## INFORMATION GIVEN
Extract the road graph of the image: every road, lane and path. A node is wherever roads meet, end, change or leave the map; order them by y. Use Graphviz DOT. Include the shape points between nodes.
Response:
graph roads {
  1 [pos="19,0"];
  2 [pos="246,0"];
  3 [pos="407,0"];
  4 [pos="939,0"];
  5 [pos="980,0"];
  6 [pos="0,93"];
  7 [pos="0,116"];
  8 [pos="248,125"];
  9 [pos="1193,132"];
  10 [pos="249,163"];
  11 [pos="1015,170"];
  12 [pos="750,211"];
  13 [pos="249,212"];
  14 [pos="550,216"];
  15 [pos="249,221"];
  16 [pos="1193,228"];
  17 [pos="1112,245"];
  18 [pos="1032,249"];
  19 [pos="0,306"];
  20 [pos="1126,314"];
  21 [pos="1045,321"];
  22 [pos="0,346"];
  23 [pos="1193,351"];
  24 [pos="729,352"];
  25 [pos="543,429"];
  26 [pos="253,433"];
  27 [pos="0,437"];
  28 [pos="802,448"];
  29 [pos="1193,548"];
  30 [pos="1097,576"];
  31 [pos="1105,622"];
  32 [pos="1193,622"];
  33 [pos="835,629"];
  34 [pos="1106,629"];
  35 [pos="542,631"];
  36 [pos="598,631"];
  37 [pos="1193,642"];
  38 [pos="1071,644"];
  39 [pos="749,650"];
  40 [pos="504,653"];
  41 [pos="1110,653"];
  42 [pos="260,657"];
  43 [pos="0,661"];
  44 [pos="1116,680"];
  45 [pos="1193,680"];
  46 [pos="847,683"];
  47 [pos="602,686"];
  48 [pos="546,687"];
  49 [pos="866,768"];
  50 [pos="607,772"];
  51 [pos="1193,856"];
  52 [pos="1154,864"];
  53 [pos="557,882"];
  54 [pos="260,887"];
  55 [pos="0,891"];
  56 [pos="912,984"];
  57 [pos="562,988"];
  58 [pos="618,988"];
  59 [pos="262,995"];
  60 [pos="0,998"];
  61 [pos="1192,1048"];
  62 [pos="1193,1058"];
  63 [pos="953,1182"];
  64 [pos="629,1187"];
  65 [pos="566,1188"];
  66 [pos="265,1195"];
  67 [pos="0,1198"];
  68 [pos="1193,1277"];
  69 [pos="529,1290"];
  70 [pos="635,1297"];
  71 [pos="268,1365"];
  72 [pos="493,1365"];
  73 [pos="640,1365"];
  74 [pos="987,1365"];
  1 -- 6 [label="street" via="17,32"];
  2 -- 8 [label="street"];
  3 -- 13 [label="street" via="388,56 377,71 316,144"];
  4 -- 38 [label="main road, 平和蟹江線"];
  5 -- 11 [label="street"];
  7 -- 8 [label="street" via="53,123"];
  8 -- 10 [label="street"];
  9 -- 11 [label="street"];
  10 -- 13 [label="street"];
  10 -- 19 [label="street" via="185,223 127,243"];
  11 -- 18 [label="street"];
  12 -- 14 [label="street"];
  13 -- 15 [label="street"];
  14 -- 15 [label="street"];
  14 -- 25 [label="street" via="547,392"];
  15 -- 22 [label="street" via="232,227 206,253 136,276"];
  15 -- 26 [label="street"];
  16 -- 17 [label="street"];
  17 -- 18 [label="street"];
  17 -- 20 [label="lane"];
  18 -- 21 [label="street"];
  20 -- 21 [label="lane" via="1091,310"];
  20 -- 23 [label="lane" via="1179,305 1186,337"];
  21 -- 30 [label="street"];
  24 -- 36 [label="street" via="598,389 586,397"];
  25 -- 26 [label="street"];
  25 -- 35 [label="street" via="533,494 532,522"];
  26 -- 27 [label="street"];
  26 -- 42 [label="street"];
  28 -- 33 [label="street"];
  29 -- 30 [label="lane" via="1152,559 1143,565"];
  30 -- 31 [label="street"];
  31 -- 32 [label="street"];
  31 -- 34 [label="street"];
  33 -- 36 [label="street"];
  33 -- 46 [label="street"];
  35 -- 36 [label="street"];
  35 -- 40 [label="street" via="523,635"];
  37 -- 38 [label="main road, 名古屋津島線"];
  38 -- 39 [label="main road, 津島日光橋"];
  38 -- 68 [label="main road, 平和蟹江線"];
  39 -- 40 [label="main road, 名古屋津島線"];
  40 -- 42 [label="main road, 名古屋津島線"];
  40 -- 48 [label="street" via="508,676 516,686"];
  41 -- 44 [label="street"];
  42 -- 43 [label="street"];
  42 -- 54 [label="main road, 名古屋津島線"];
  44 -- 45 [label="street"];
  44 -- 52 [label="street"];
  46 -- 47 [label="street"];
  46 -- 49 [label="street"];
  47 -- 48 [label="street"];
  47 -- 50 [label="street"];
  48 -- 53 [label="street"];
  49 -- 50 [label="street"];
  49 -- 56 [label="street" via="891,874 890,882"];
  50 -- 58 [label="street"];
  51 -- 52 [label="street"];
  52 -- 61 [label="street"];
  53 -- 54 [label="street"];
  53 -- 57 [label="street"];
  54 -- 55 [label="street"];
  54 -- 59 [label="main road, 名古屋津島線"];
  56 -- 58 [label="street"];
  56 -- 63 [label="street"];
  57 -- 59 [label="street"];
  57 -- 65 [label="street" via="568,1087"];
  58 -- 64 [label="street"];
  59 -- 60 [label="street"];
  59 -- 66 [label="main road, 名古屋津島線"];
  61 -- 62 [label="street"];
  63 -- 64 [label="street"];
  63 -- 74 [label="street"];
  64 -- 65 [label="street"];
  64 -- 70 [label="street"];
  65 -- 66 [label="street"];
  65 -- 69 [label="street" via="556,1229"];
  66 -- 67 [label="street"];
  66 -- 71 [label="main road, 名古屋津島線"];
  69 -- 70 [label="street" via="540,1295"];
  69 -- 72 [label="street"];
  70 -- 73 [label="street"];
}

## TASK ITEM
Using the records above, list each line that includes "平和蟹江線".

## ANSWER BOX
  4 -- 38 [label="main road, 平和蟹江線"];
  38 -- 68 [label="main road, 平和蟹江線"];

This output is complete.